# What to do
An exact copy of every entry is needed, with no images.

Exercise input: Begin

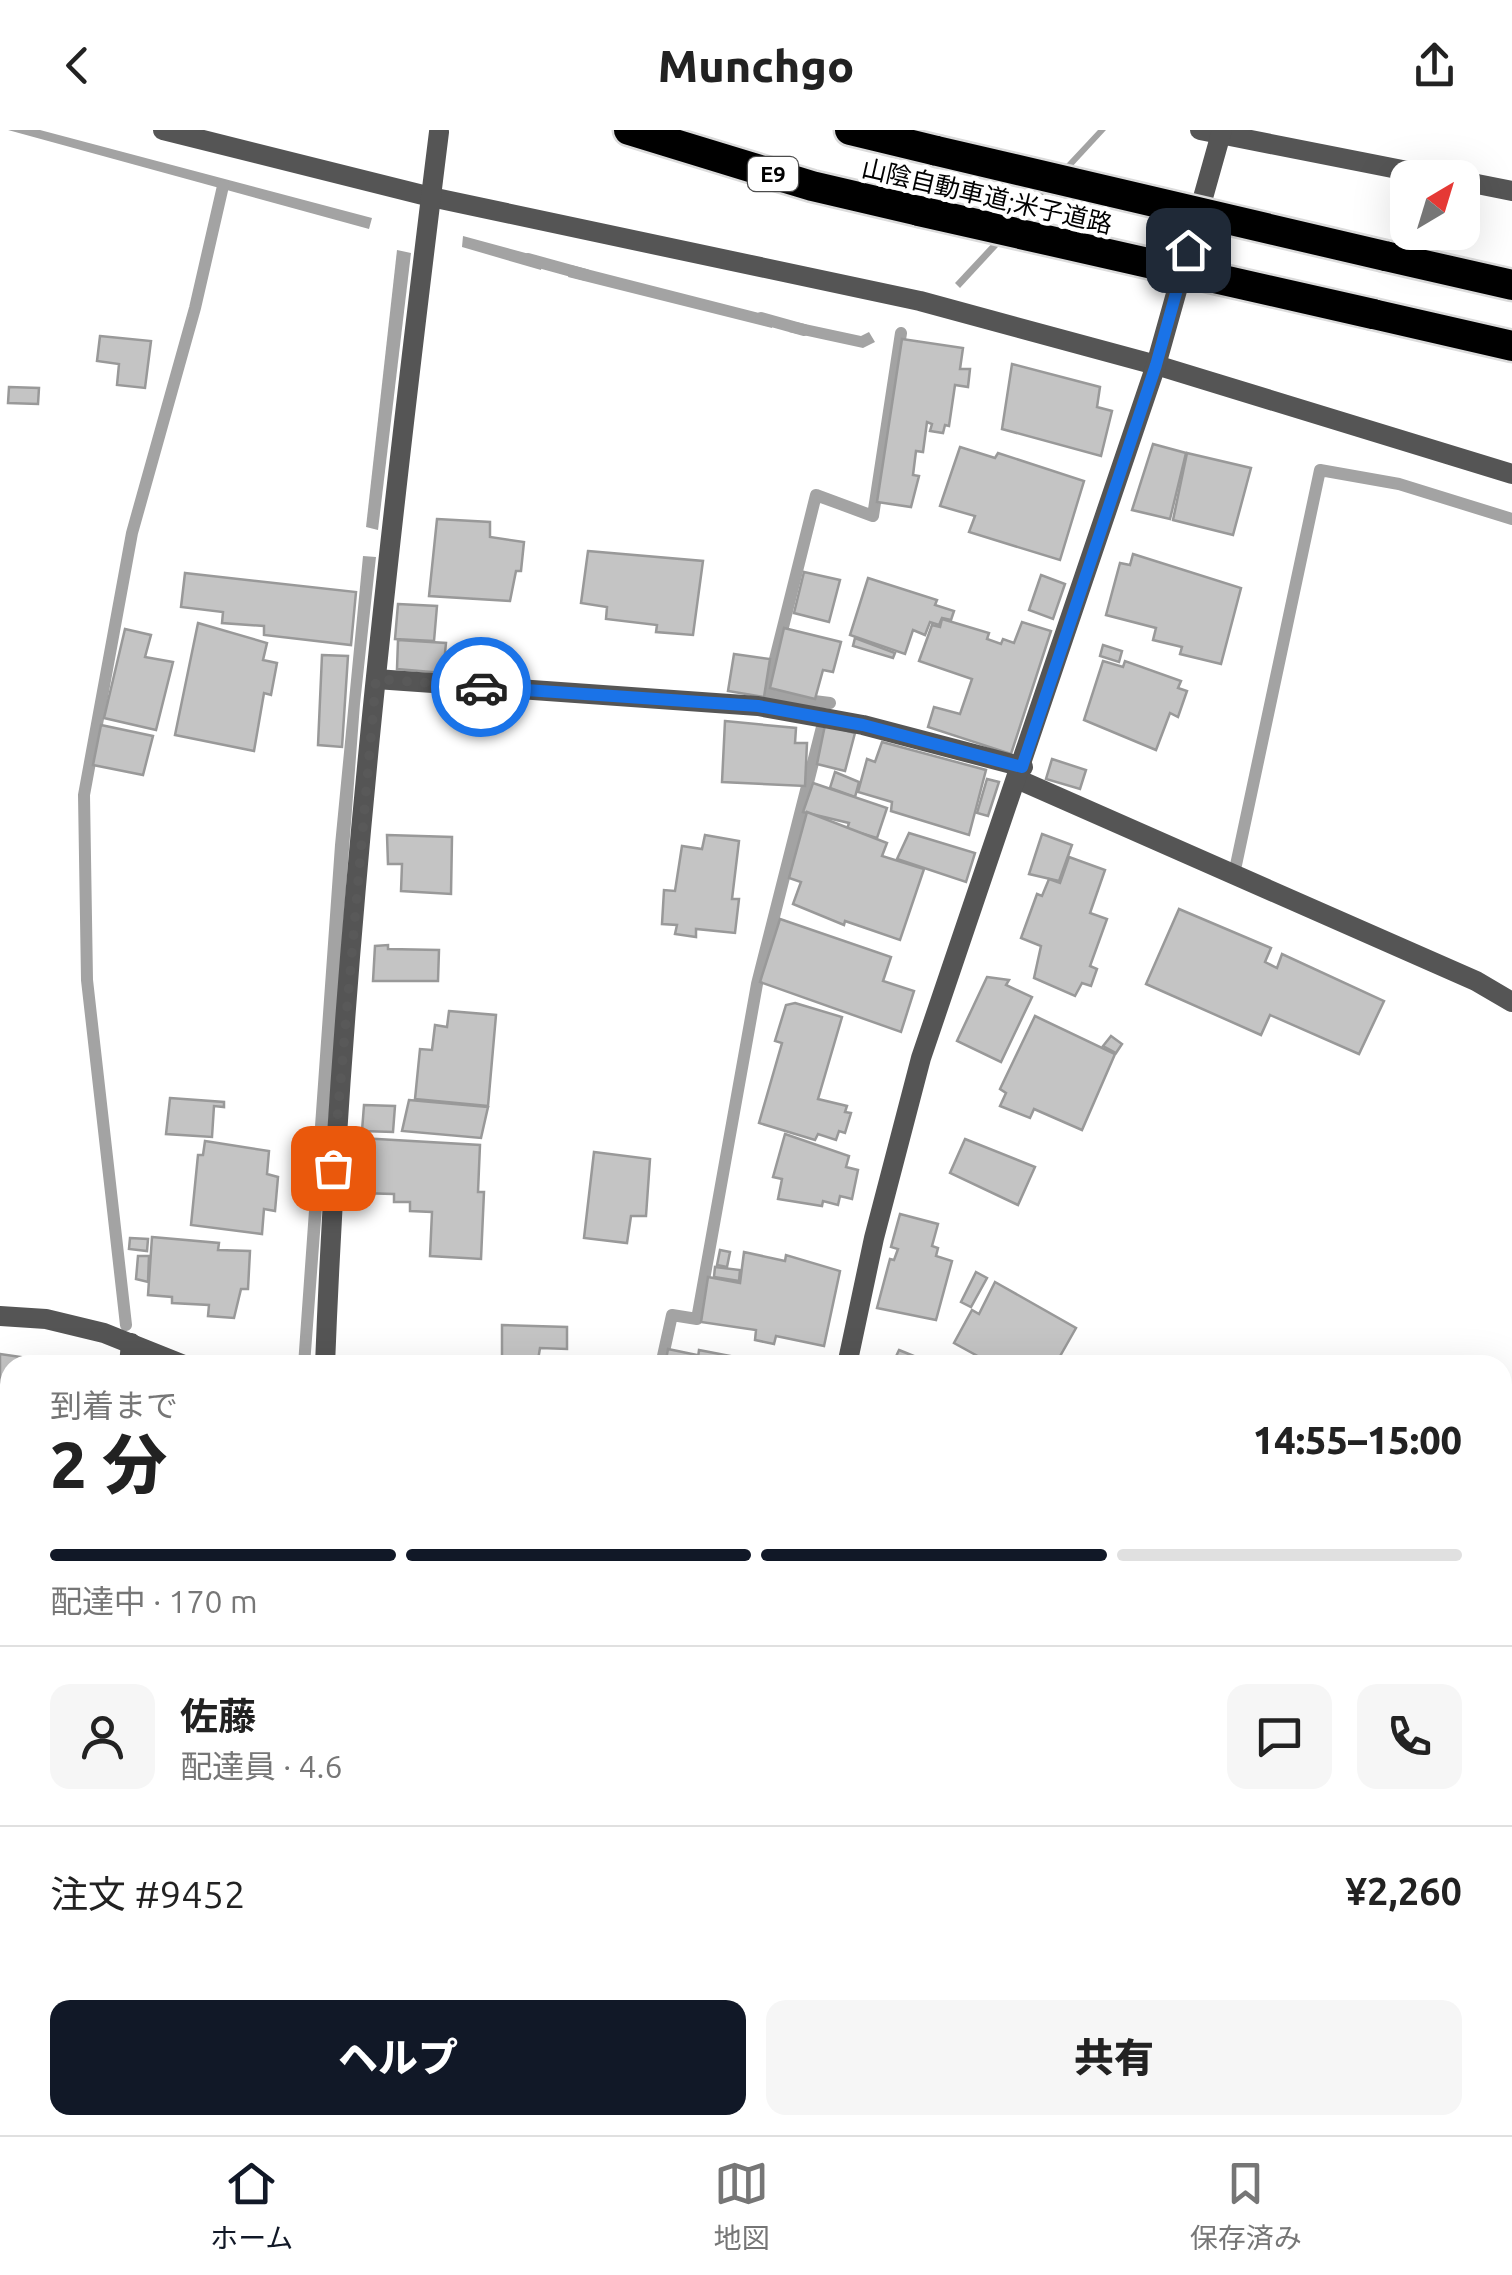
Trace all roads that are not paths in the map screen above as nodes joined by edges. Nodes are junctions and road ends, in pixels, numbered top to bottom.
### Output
1 (163, 130) edge
2 (629, 130) edge
3 (850, 130) edge
4 (439, 132) edge
5 (1214, 132) edge
6 (1390, 167) edge
7 (1480, 185) edge
8 (1512, 191) edge
9 (430, 198) junction
10 (1512, 283) edge
11 (1512, 346) edge
12 (1156, 365) junction
13 (1512, 474) edge
14 (376, 679) junction
15 (1020, 773) junction
16 (1512, 1002) edge
17 (0, 1316) edge
18 (130, 1354) edge
19 (325, 1355) edge
20 (849, 1355) edge

1 - 9 street
2 - 11 highway, 山陰自動車道;米子道路 / E9, bridge
3 - 10 highway, 山陰自動車道;米子道路, bridge
4 - 9 street
5 - 6 street
5 - 12 street
7 - 8 street
9 - 12 street
9 - 14 street
12 - 13 street
12 - 15 street
14 - 15 street
14 - 19 street
15 - 16 street
15 - 20 street
17 - 18 street

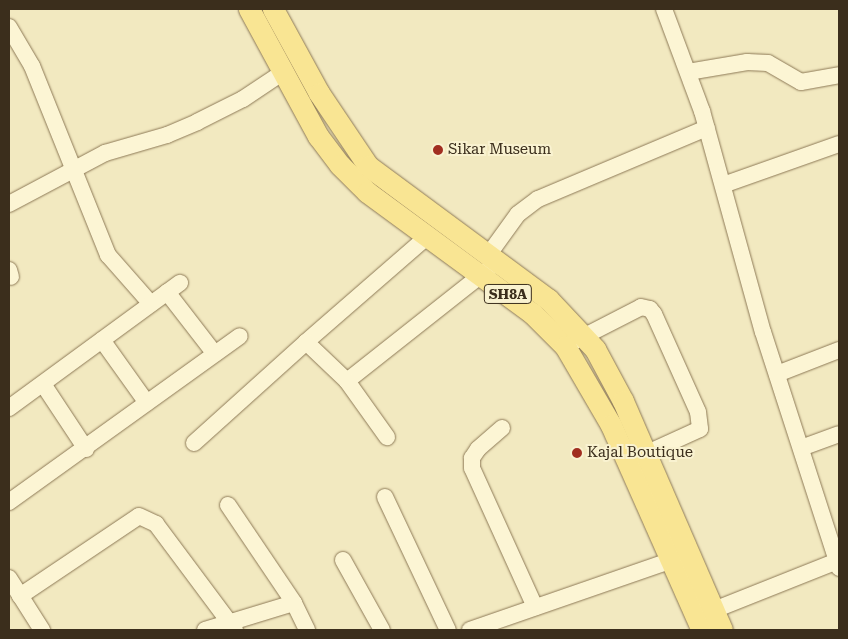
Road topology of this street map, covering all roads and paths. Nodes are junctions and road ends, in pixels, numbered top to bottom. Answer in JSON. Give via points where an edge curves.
{"nodes":[{"id":1,"x":249,"y":9,"type":"edge"},
{"id":2,"x":273,"y":9,"type":"edge"},
{"id":3,"x":664,"y":9,"type":"edge"},
{"id":4,"x":9,"y":27,"type":"edge"},
{"id":5,"x":688,"y":72,"type":"junction"},
{"id":6,"x":282,"y":73,"type":"junction"},
{"id":7,"x":839,"y":74,"type":"edge"},
{"id":8,"x":707,"y":128,"type":"junction"},
{"id":9,"x":839,"y":144,"type":"edge"},
{"id":10,"x":74,"y":171,"type":"junction"},
{"id":11,"x":723,"y":185,"type":"junction"},
{"id":12,"x":9,"y":204,"type":"edge"},
{"id":13,"x":427,"y":237,"type":"junction"},
{"id":14,"x":490,"y":263,"type":"junction"},
{"id":15,"x":151,"y":304,"type":"junction"},
{"id":16,"x":240,"y":336,"type":"dead end"},
{"id":17,"x":585,"y":336,"type":"junction"},
{"id":18,"x":102,"y":340,"type":"junction"},
{"id":19,"x":306,"y":342,"type":"junction"},
{"id":20,"x":566,"y":346,"type":"junction"},
{"id":21,"x":839,"y":350,"type":"edge"},
{"id":22,"x":215,"y":354,"type":"junction"},
{"id":23,"x":777,"y":374,"type":"junction"},
{"id":24,"x":346,"y":381,"type":"junction"},
{"id":25,"x":43,"y":384,"type":"junction"},
{"id":26,"x":147,"y":404,"type":"junction"},
{"id":27,"x":9,"y":408,"type":"edge"},
{"id":28,"x":502,"y":428,"type":"dead end"},
{"id":29,"x":839,"y":434,"type":"edge"},
{"id":30,"x":387,"y":437,"type":"dead end"},
{"id":31,"x":194,"y":443,"type":"dead end"},
{"id":32,"x":801,"y":448,"type":"junction"},
{"id":33,"x":86,"y":449,"type":"junction"},
{"id":34,"x":646,"y":454,"type":"junction"},
{"id":35,"x":627,"y":462,"type":"junction"},
{"id":36,"x":385,"y":497,"type":"dead end"},
{"id":37,"x":9,"y":502,"type":"edge"},
{"id":38,"x":228,"y":505,"type":"dead end"},
{"id":39,"x":343,"y":560,"type":"dead end"},
{"id":40,"x":669,"y":560,"type":"junction"},
{"id":41,"x":838,"y":565,"type":"edge"},
{"id":42,"x":9,"y":578,"type":"edge"},
{"id":43,"x":20,"y":596,"type":"junction"},
{"id":44,"x":294,"y":602,"type":"junction"},
{"id":45,"x":535,"y":606,"type":"junction"},
{"id":46,"x":714,"y":610,"type":"junction"},
{"id":47,"x":232,"y":626,"type":"edge"},
{"id":48,"x":42,"y":630,"type":"edge"},
{"id":49,"x":205,"y":630,"type":"edge"},
{"id":50,"x":307,"y":630,"type":"edge"},
{"id":51,"x":382,"y":630,"type":"edge"},
{"id":52,"x":448,"y":630,"type":"edge"},
{"id":53,"x":470,"y":630,"type":"edge"},
{"id":54,"x":702,"y":630,"type":"edge"},
{"id":55,"x":722,"y":630,"type":"edge"}],
"edges":[{"from":1,"to":6,"type":"main road","number":"SH8A"},
{"from":2,"to":14,"type":"main road","number":"SH8A","via":[[319,93],[368,166]]},
{"from":3,"to":5,"type":"street"},
{"from":4,"to":10,"type":"street","via":[[32,66]]},
{"from":5,"to":7,"type":"street","via":[[747,62],[768,63],[802,82]]},
{"from":5,"to":8,"type":"street"},
{"from":6,"to":10,"type":"street","via":[[243,99],[197,122],[167,135],[105,153]]},
{"from":6,"to":13,"type":"main road","number":"SH8A","via":[[340,165],[367,192]]},
{"from":8,"to":11,"type":"street"},
{"from":8,"to":14,"type":"street","via":[[538,199],[518,214]]},
{"from":9,"to":11,"type":"street"},
{"from":10,"to":12,"type":"street"},
{"from":10,"to":15,"type":"street","via":[[108,255]]},
{"from":11,"to":23,"type":"street"},
{"from":13,"to":14,"type":"main road","number":"SH8A"},
{"from":13,"to":19,"type":"street"},
{"from":14,"to":17,"type":"main road","number":"SH8A","via":[[548,299]]},
{"from":14,"to":20,"type":"main road","number":"SH8A","via":[[532,313]]},
{"from":14,"to":24,"type":"street"},
{"from":15,"to":18,"type":"street"},
{"from":15,"to":22,"type":"street","via":[[174,288]]},
{"from":16,"to":22,"type":"street"},
{"from":17,"to":20,"type":"street"},
{"from":17,"to":34,"type":"main road","number":"SH8A","via":[[608,372]]},
{"from":17,"to":34,"type":"street","via":[[641,307],[646,306],[654,314],[700,424],[694,434]]},
{"from":18,"to":25,"type":"street"},
{"from":18,"to":26,"type":"street"},
{"from":19,"to":24,"type":"street"},
{"from":19,"to":31,"type":"street"},
{"from":20,"to":35,"type":"main road","number":"SH8A","via":[[590,385]]},
{"from":21,"to":23,"type":"street"},
{"from":22,"to":26,"type":"street"},
{"from":23,"to":32,"type":"street"},
{"from":24,"to":30,"type":"street"},
{"from":25,"to":27,"type":"street"},
{"from":25,"to":33,"type":"street"},
{"from":26,"to":33,"type":"street"},
{"from":28,"to":45,"type":"street","via":[[478,449],[472,458],[472,468]]},
{"from":29,"to":32,"type":"street"},
{"from":32,"to":41,"type":"street"},
{"from":33,"to":37,"type":"street"},
{"from":34,"to":35,"type":"street"},
{"from":34,"to":46,"type":"main road","number":"SH8A"},
{"from":35,"to":40,"type":"main road","number":"SH8A"},
{"from":36,"to":52,"type":"street"},
{"from":38,"to":44,"type":"street"},
{"from":39,"to":51,"type":"street"},
{"from":40,"to":45,"type":"street"},
{"from":40,"to":54,"type":"main road","number":"SH8A"},
{"from":41,"to":46,"type":"street"},
{"from":42,"to":43,"type":"street"},
{"from":43,"to":47,"type":"street","via":[[139,516],[156,524]]},
{"from":43,"to":48,"type":"street"},
{"from":44,"to":47,"type":"street"},
{"from":44,"to":50,"type":"street"},
{"from":45,"to":53,"type":"street"},
{"from":46,"to":55,"type":"main road","number":"SH8A"},
{"from":47,"to":49,"type":"street"}]}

Exercise input: End

# Response to the task
Trace all roads that are not paths in the map screen above as nodes joined by edges. Nodes are junctions and road ends, in pixels, numbered top to bottom.
### Output
1 (163, 130) edge
2 (629, 130) edge
3 (850, 130) edge
4 (439, 132) edge
5 (1214, 132) edge
6 (1390, 167) edge
7 (1480, 185) edge
8 (1512, 191) edge
9 (430, 198) junction
10 (1512, 283) edge
11 (1512, 346) edge
12 (1156, 365) junction
13 (1512, 474) edge
14 (376, 679) junction
15 (1020, 773) junction
16 (1512, 1002) edge
17 (0, 1316) edge
18 (130, 1354) edge
19 (325, 1355) edge
20 (849, 1355) edge

1 - 9 street
2 - 11 highway, 山陰自動車道;米子道路 / E9, bridge
3 - 10 highway, 山陰自動車道;米子道路, bridge
4 - 9 street
5 - 6 street
5 - 12 street
7 - 8 street
9 - 12 street
9 - 14 street
12 - 13 street
12 - 15 street
14 - 15 street
14 - 19 street
15 - 16 street
15 - 20 street
17 - 18 street

Road topology of this street map, covering all roads and paths. Nodes are junctions and road ends, in pixels, numbered top to bottom. Answer in JSON. Give via points where an edge curves.
{"nodes":[{"id":1,"x":249,"y":9,"type":"edge"},
{"id":2,"x":273,"y":9,"type":"edge"},
{"id":3,"x":664,"y":9,"type":"edge"},
{"id":4,"x":9,"y":27,"type":"edge"},
{"id":5,"x":688,"y":72,"type":"junction"},
{"id":6,"x":282,"y":73,"type":"junction"},
{"id":7,"x":839,"y":74,"type":"edge"},
{"id":8,"x":707,"y":128,"type":"junction"},
{"id":9,"x":839,"y":144,"type":"edge"},
{"id":10,"x":74,"y":171,"type":"junction"},
{"id":11,"x":723,"y":185,"type":"junction"},
{"id":12,"x":9,"y":204,"type":"edge"},
{"id":13,"x":427,"y":237,"type":"junction"},
{"id":14,"x":490,"y":263,"type":"junction"},
{"id":15,"x":151,"y":304,"type":"junction"},
{"id":16,"x":240,"y":336,"type":"dead end"},
{"id":17,"x":585,"y":336,"type":"junction"},
{"id":18,"x":102,"y":340,"type":"junction"},
{"id":19,"x":306,"y":342,"type":"junction"},
{"id":20,"x":566,"y":346,"type":"junction"},
{"id":21,"x":839,"y":350,"type":"edge"},
{"id":22,"x":215,"y":354,"type":"junction"},
{"id":23,"x":777,"y":374,"type":"junction"},
{"id":24,"x":346,"y":381,"type":"junction"},
{"id":25,"x":43,"y":384,"type":"junction"},
{"id":26,"x":147,"y":404,"type":"junction"},
{"id":27,"x":9,"y":408,"type":"edge"},
{"id":28,"x":502,"y":428,"type":"dead end"},
{"id":29,"x":839,"y":434,"type":"edge"},
{"id":30,"x":387,"y":437,"type":"dead end"},
{"id":31,"x":194,"y":443,"type":"dead end"},
{"id":32,"x":801,"y":448,"type":"junction"},
{"id":33,"x":86,"y":449,"type":"junction"},
{"id":34,"x":646,"y":454,"type":"junction"},
{"id":35,"x":627,"y":462,"type":"junction"},
{"id":36,"x":385,"y":497,"type":"dead end"},
{"id":37,"x":9,"y":502,"type":"edge"},
{"id":38,"x":228,"y":505,"type":"dead end"},
{"id":39,"x":343,"y":560,"type":"dead end"},
{"id":40,"x":669,"y":560,"type":"junction"},
{"id":41,"x":838,"y":565,"type":"edge"},
{"id":42,"x":9,"y":578,"type":"edge"},
{"id":43,"x":20,"y":596,"type":"junction"},
{"id":44,"x":294,"y":602,"type":"junction"},
{"id":45,"x":535,"y":606,"type":"junction"},
{"id":46,"x":714,"y":610,"type":"junction"},
{"id":47,"x":232,"y":626,"type":"edge"},
{"id":48,"x":42,"y":630,"type":"edge"},
{"id":49,"x":205,"y":630,"type":"edge"},
{"id":50,"x":307,"y":630,"type":"edge"},
{"id":51,"x":382,"y":630,"type":"edge"},
{"id":52,"x":448,"y":630,"type":"edge"},
{"id":53,"x":470,"y":630,"type":"edge"},
{"id":54,"x":702,"y":630,"type":"edge"},
{"id":55,"x":722,"y":630,"type":"edge"}],
"edges":[{"from":1,"to":6,"type":"main road","number":"SH8A"},
{"from":2,"to":14,"type":"main road","number":"SH8A","via":[[319,93],[368,166]]},
{"from":3,"to":5,"type":"street"},
{"from":4,"to":10,"type":"street","via":[[32,66]]},
{"from":5,"to":7,"type":"street","via":[[747,62],[768,63],[802,82]]},
{"from":5,"to":8,"type":"street"},
{"from":6,"to":10,"type":"street","via":[[243,99],[197,122],[167,135],[105,153]]},
{"from":6,"to":13,"type":"main road","number":"SH8A","via":[[340,165],[367,192]]},
{"from":8,"to":11,"type":"street"},
{"from":8,"to":14,"type":"street","via":[[538,199],[518,214]]},
{"from":9,"to":11,"type":"street"},
{"from":10,"to":12,"type":"street"},
{"from":10,"to":15,"type":"street","via":[[108,255]]},
{"from":11,"to":23,"type":"street"},
{"from":13,"to":14,"type":"main road","number":"SH8A"},
{"from":13,"to":19,"type":"street"},
{"from":14,"to":17,"type":"main road","number":"SH8A","via":[[548,299]]},
{"from":14,"to":20,"type":"main road","number":"SH8A","via":[[532,313]]},
{"from":14,"to":24,"type":"street"},
{"from":15,"to":18,"type":"street"},
{"from":15,"to":22,"type":"street","via":[[174,288]]},
{"from":16,"to":22,"type":"street"},
{"from":17,"to":20,"type":"street"},
{"from":17,"to":34,"type":"main road","number":"SH8A","via":[[608,372]]},
{"from":17,"to":34,"type":"street","via":[[641,307],[646,306],[654,314],[700,424],[694,434]]},
{"from":18,"to":25,"type":"street"},
{"from":18,"to":26,"type":"street"},
{"from":19,"to":24,"type":"street"},
{"from":19,"to":31,"type":"street"},
{"from":20,"to":35,"type":"main road","number":"SH8A","via":[[590,385]]},
{"from":21,"to":23,"type":"street"},
{"from":22,"to":26,"type":"street"},
{"from":23,"to":32,"type":"street"},
{"from":24,"to":30,"type":"street"},
{"from":25,"to":27,"type":"street"},
{"from":25,"to":33,"type":"street"},
{"from":26,"to":33,"type":"street"},
{"from":28,"to":45,"type":"street","via":[[478,449],[472,458],[472,468]]},
{"from":29,"to":32,"type":"street"},
{"from":32,"to":41,"type":"street"},
{"from":33,"to":37,"type":"street"},
{"from":34,"to":35,"type":"street"},
{"from":34,"to":46,"type":"main road","number":"SH8A"},
{"from":35,"to":40,"type":"main road","number":"SH8A"},
{"from":36,"to":52,"type":"street"},
{"from":38,"to":44,"type":"street"},
{"from":39,"to":51,"type":"street"},
{"from":40,"to":45,"type":"street"},
{"from":40,"to":54,"type":"main road","number":"SH8A"},
{"from":41,"to":46,"type":"street"},
{"from":42,"to":43,"type":"street"},
{"from":43,"to":47,"type":"street","via":[[139,516],[156,524]]},
{"from":43,"to":48,"type":"street"},
{"from":44,"to":47,"type":"street"},
{"from":44,"to":50,"type":"street"},
{"from":45,"to":53,"type":"street"},
{"from":46,"to":55,"type":"main road","number":"SH8A"},
{"from":47,"to":49,"type":"street"}]}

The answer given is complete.